Thursday, April 16, 2015

A dog's mental capacity is more sophisticated than previously thought, study indicates

Dogs are intelligent.

They've demonstrated that their mental abilities are on par with that of a 2-3 year old child, but in one area, dogs leap ahead: their ability to pick up on when they are being misled.

Canines have lived alongside of us for a period of time that would make it seem unlikely that they wouldn't be able to figure out many things about our behavior, but some concepts are quite complex, for example, untruthfulness.
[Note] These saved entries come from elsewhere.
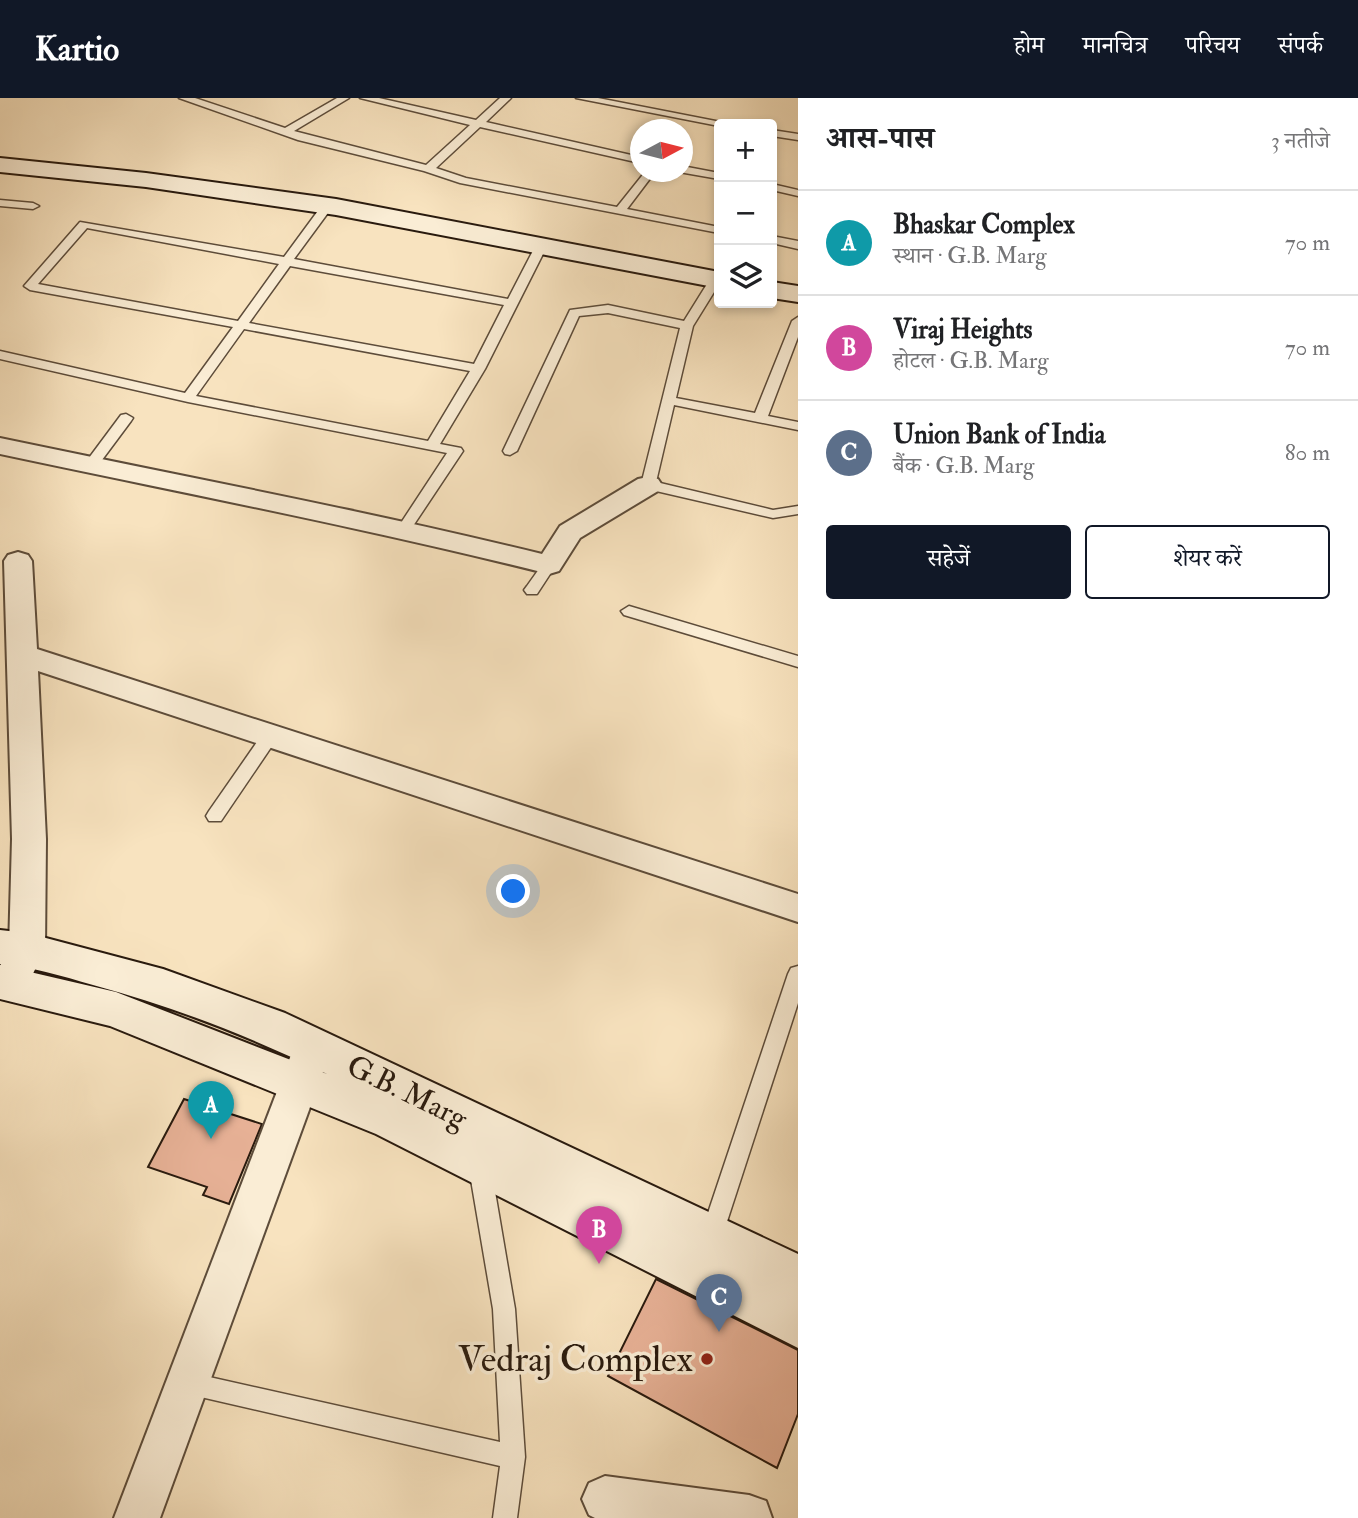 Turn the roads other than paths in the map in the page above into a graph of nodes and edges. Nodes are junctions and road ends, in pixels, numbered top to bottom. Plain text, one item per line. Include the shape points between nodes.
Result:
1 (344, 98) edge
2 (365, 98) edge
3 (506, 98) edge
4 (581, 98) edge
5 (190, 99) edge
6 (714, 122) edge
7 (476, 125) junction
8 (286, 132) junction
9 (777, 134) edge
10 (798, 137) edge
11 (630, 158) edge
12 (0, 165) edge
13 (428, 169) junction
14 (693, 171) edge
15 (714, 175) edge
16 (642, 182) edge
17 (777, 188) edge
18 (798, 193) edge
19 (0, 203) edge
20 (33, 206) dead end
21 (327, 206) junction
22 (620, 211) junction
23 (714, 229) edge
24 (777, 241) edge
25 (798, 245) edge
26 (541, 246) junction
27 (287, 261) junction
28 (714, 278) edge
29 (714, 285) edge
30 (777, 290) edge
31 (798, 295) edge
32 (512, 303) junction
33 (798, 321) edge
34 (241, 325) junction
35 (687, 326) junction
36 (0, 355) edge
37 (478, 369) junction
38 (188, 398) junction
39 (668, 400) junction
40 (126, 418) dead end
41 (760, 418) junction
42 (798, 426) edge
43 (433, 444) junction
44 (0, 446) edge
45 (510, 450) dead end
46 (91, 465) junction
47 (648, 485) junction
48 (798, 510) edge
49 (404, 528) junction
50 (18, 561) dead end
51 (549, 565) junction
52 (532, 590) dead end
53 (629, 611) dead end
54 (22, 655) junction
55 (798, 662) edge
56 (270, 736) junction
57 (215, 816) dead end
58 (798, 908) edge
59 (9, 966) edge
60 (798, 974) edge
61 (307, 1065) junction
62 (480, 1164) junction
63 (705, 1256) junction
64 (798, 1279) edge
65 (798, 1324) edge
66 (187, 1384) junction
67 (513, 1457) junction
68 (606, 1499) dead end
69 (137, 1518) edge
70 (505, 1518) edge
71 (749, 1518) edge

1 - 8 lane
2 - 7 lane
3 - 7 lane
4 - 6 lane
5 - 8 lane
7 - 11 lane
7 - 13 lane
8 - 13 lane
9 - 10 lane
12 - 21 street
13 - 22 lane via 464,181
14 - 15 lane
16 - 22 lane
17 - 18 lane
19 - 20 lane
21 - 26 street
21 - 27 lane
22 - 23 lane
24 - 25 lane
26 - 28 street
26 - 32 lane
27 - 32 lane
27 - 34 lane
27 - 34 lane via 84,224 30,286
29 - 35 lane
30 - 31 street
32 - 37 lane
33 - 41 lane
34 - 37 lane
34 - 38 lane
35 - 39 lane
35 - 45 lane via 608,309 574,313
36 - 38 lane
37 - 43 lane
38 - 43 lane
39 - 41 lane
39 - 47 lane
40 - 46 lane
41 - 42 lane
43 - 49 lane via 456,451
44 - 46 street
46 - 49 street
47 - 48 lane via 773,514
47 - 51 street via 570,532
49 - 51 street
50 - 54 street
51 - 52 lane
53 - 55 lane
54 - 56 street
54 - 59 street via 29,839
56 - 57 lane
56 - 58 street
59 - 61 street via 116,1010
60 - 63 lane
61 - 62 street via 392,1120
61 - 63 street, G.B. Marg
61 - 66 street
62 - 63 street
62 - 67 lane via 504,1309
63 - 64 street, G.B. Marg
63 - 65 street
66 - 67 lane
66 - 69 street
67 - 70 lane
68 - 71 street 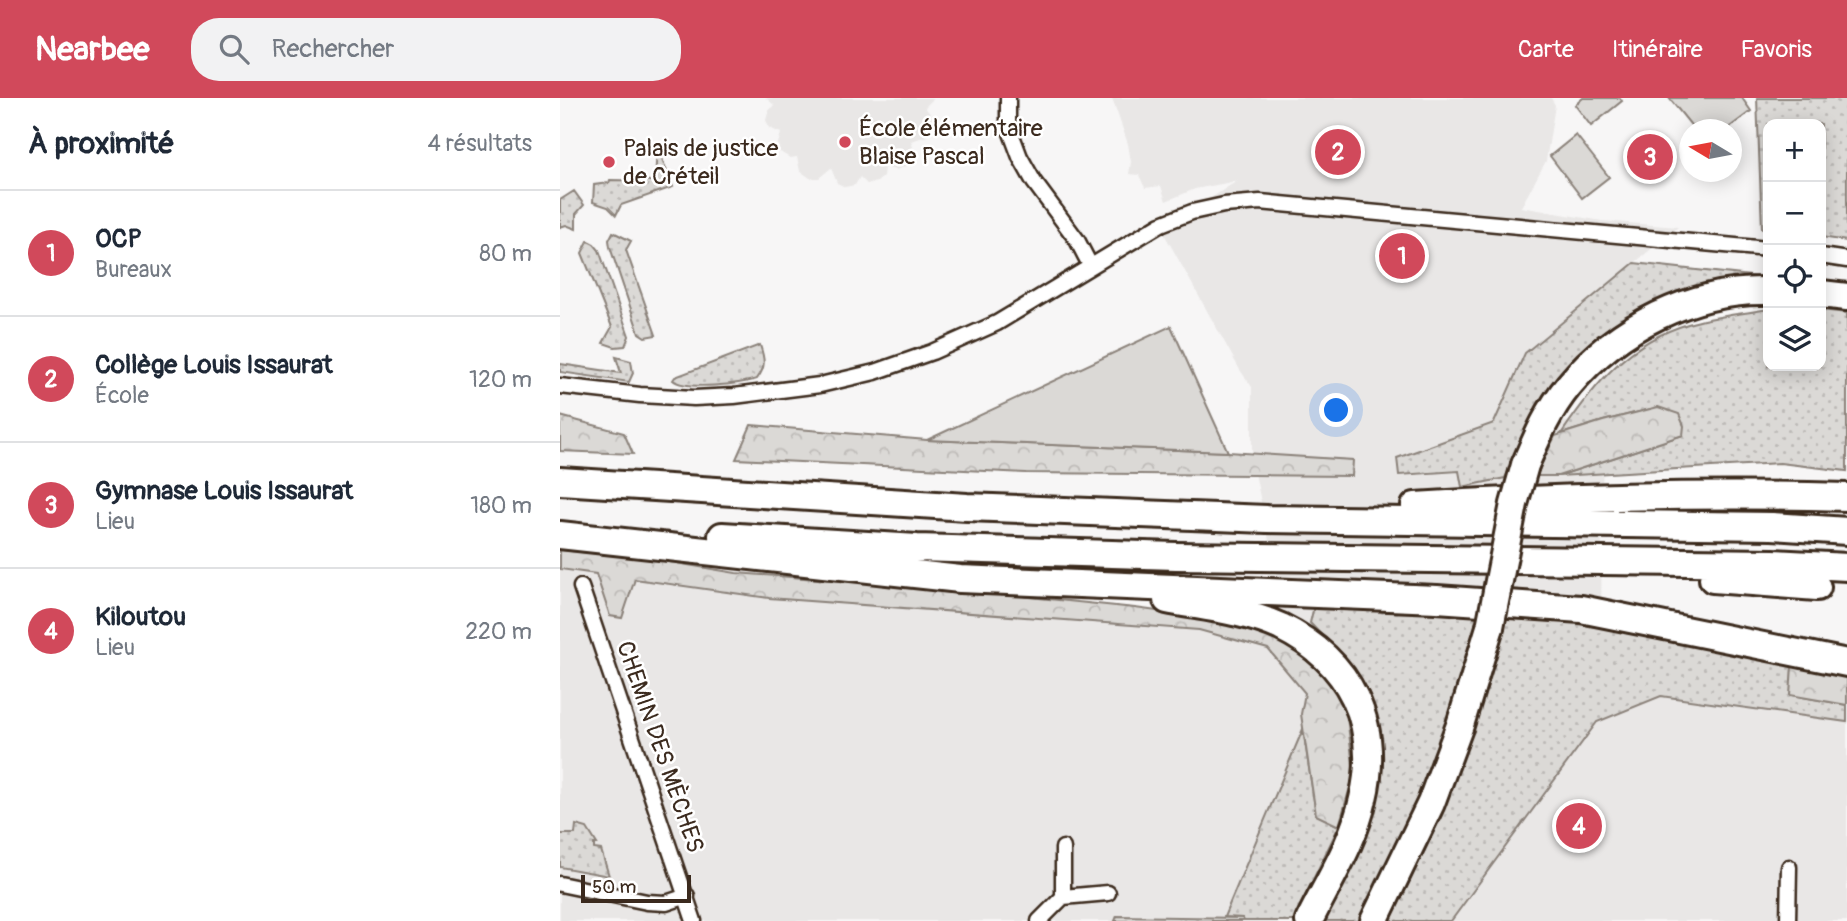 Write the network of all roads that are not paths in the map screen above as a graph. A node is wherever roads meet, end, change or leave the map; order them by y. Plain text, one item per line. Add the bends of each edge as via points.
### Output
1 (1008, 98) edge
2 (1763, 249) edge
3 (1826, 257) edge
4 (1847, 260) edge
5 (1090, 265) junction
6 (1763, 291) edge
7 (1826, 295) edge
8 (1847, 297) edge
9 (560, 386) edge
10 (560, 481) edge
11 (1841, 495) edge
12 (1293, 519) junction
13 (560, 520) edge
14 (1847, 531) edge
15 (560, 535) edge
16 (1574, 561) junction
17 (1847, 567) edge
18 (1130, 585) junction
19 (581, 587) dead end
20 (1817, 587) dead end
21 (1847, 663) edge
22 (1063, 848) dead end
23 (1789, 867) dead end
24 (560, 884) edge
25 (1108, 893) dead end
26 (687, 896) junction
27 (1063, 897) junction
28 (694, 921) edge
29 (1039, 921) edge
30 (1309, 921) edge
31 (1374, 921) edge
32 (1788, 921) edge

1 - 5 street via 1008,125 1020,157
2 - 5 street via 1261,202 1179,216
3 - 4 street
5 - 9 street via 997,323 932,352 820,385 694,398
6 - 31 highway, bridge via 1718,294 1662,313 1624,335 1570,384 1546,419 1514,504 1490,627 1460,725 1431,803
7 - 8 highway
10 - 12 highway via 967,508
11 - 12 highway via 1530,499
12 - 14 highway
13 - 16 highway via 918,548
15 - 18 highway via 960,579
16 - 17 highway
16 - 20 highway via 1610,575
18 - 21 highway via 1581,609
18 - 30 highway via 1157,598 1279,626 1325,655 1348,685 1366,732 1369,768 1363,802 1345,849
19 - 26 street, CHEMIN DES MÈCHES
22 - 27 street
23 - 32 street
24 - 26 street via 647,902 666,903
25 - 27 street
26 - 28 street, CHEMIN DES MÈCHES
27 - 29 street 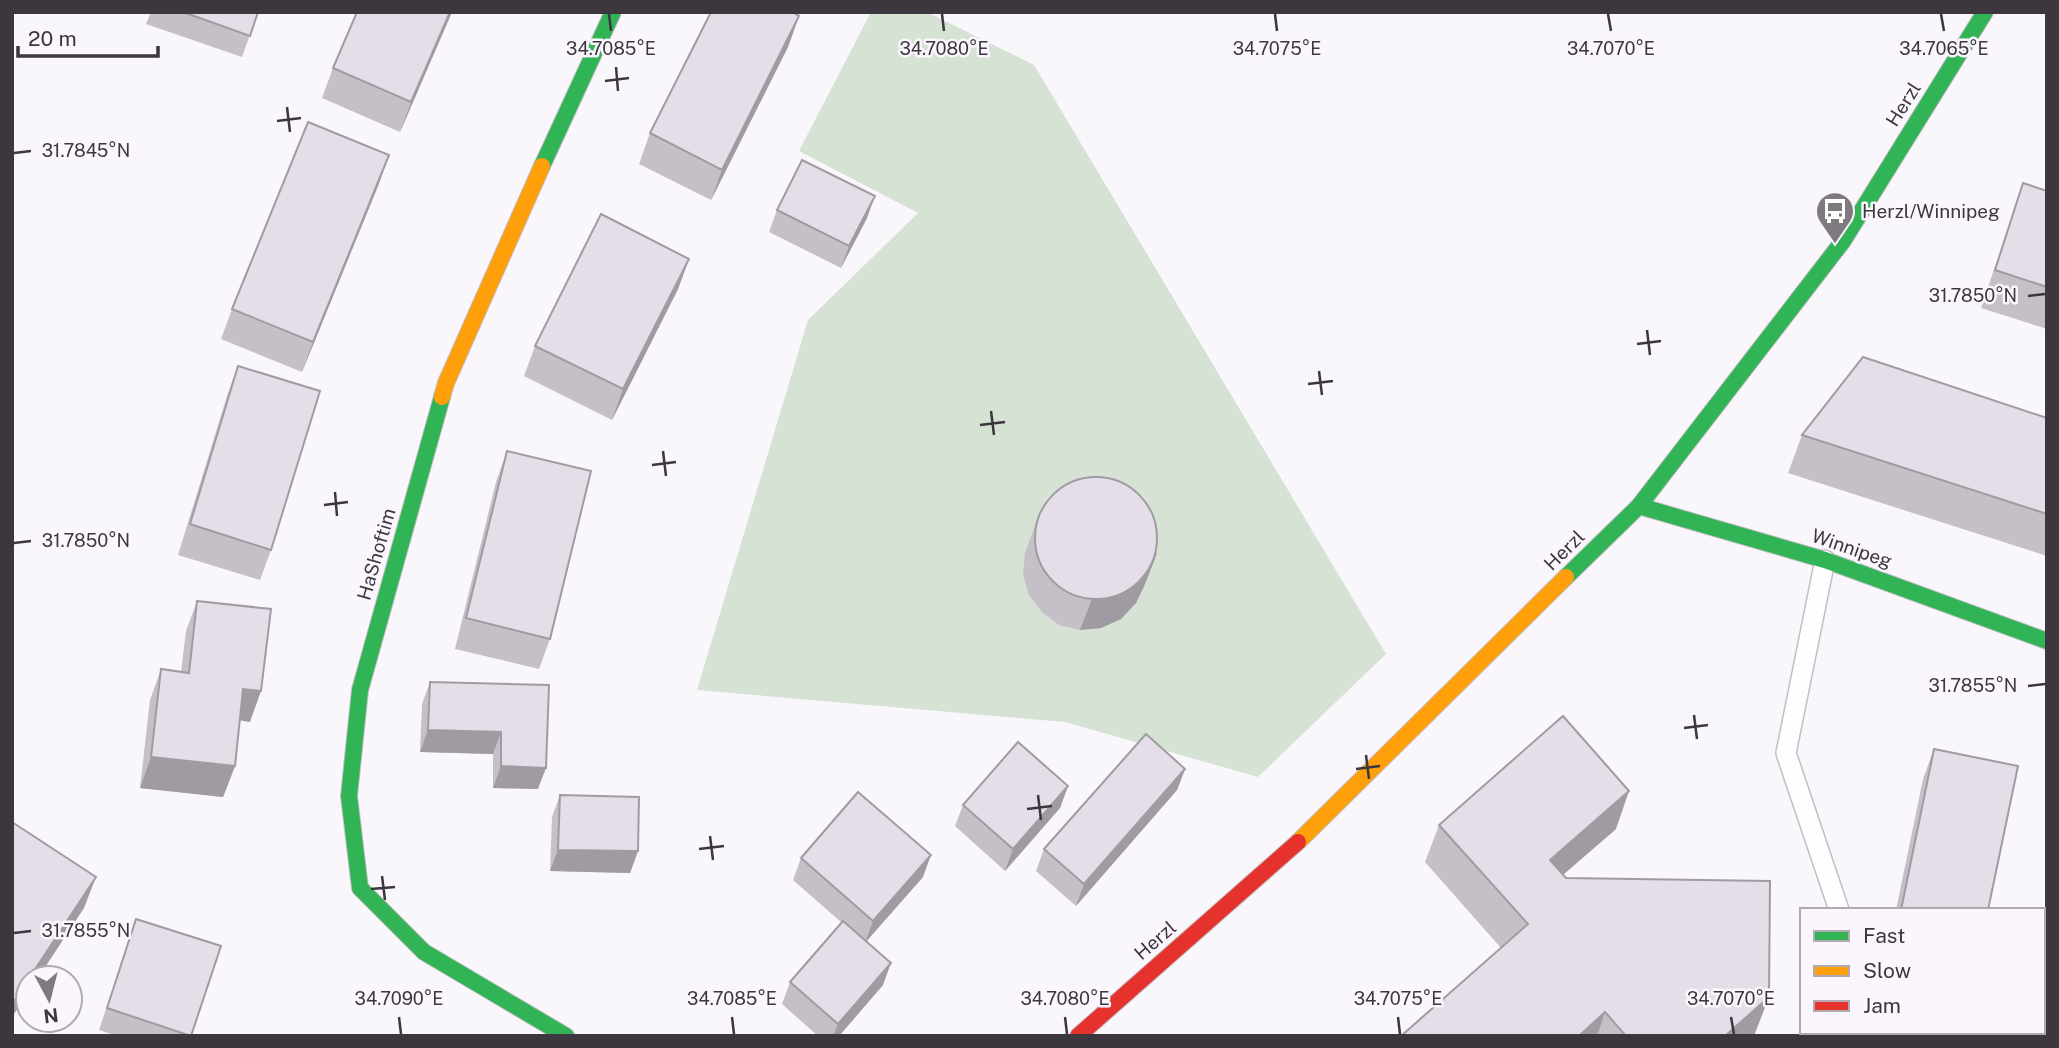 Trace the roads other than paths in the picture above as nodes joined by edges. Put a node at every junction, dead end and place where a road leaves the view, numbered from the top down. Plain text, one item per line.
1 (613, 12) edge
2 (1984, 12) edge
3 (1639, 506) junction
4 (1825, 560) junction
5 (2047, 640) edge
6 (1838, 908) edge
7 (566, 1036) edge
8 (1078, 1036) edge

1 - 7 street, HaShoftim
2 - 3 street, Herzl
3 - 4 street, Winnipeg
3 - 8 street, Herzl
4 - 5 street, Winnipeg
4 - 6 lane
A research team from Kyoto University wanted to delve into whether or not dogs could recognize that behavior (or how long it would take to do so).

The researchers, led by Akiko Takoka, decided to keep things simple, and the payoff was surprisingly telling. 

A pair of experiments were done in a study titled,  "Do dogs follow behavioral cues from an unreliable human?", with the results appearing in an October 2014 issue of Animal Cognition.

In the first experiment, 24 dogs were used, and it worked in three phases. (It seems important to note that the team was confident that the dogs would follow the prompts given by the humans in the study.) In the first phase, two opaque containers — one of which had a food treat hidden underneath — were presented to each dog. Phase one consisted of the human pointing to the container with the food underneath. The dog then chose that container and got the food reward. Phase two set out to demonstrate that the human couldn't be trusted to give a reliable cue. To achieve this, the dog was shown which container had a treat underneath and which did not. Once the dog was released to choose a container, they were encouraged to select the one without the reward.

Finally, the experiment was repeated, but this time the dog was cued honestly. 

The findings told the story: 

Phase one yielded what one would expect; the dogs demonstrated trust of the human. But in the later phase, each dog had deduced that the person was not to be believed, with less than 10% of the subjects following where they were cued. 

Takoka noted that she was surprised that the dogs had caught on to this concept so quickly. 

But the researchers were interested in learning more about whether or not dogs attached that concept to all humans, or only those that they have had that specific experience with

Repeating the study would certainly help clarify that, so researchers did so with a new group of dogs, 26 in fact — with each phase done exactly the same way. In the final phase, however, a new person was introduced in place of the untrustworthy one. 

The subjects followed where the person encouraged them to go. This of course means that dogs are predictive of behavior from individual people, and they adapt as needed.

It seems that the old adage 'when someone shows you who they are, believe them' is employed by dogs just as their biped counterparts. 

Takoka noted in an interview with"Dogs have more sophisticated social intelligence than we thought. This social intelligence evolved selectively in their long life history with humans." 

She went further to say that it would be interesting to see how wolves would fare in a like experiment, as that would shed more light on the effects of domestication on the social intelligence in the dogs that we know today. 

Comparatively, how do children fare in studies that test the capacity to discern trustworthiness? 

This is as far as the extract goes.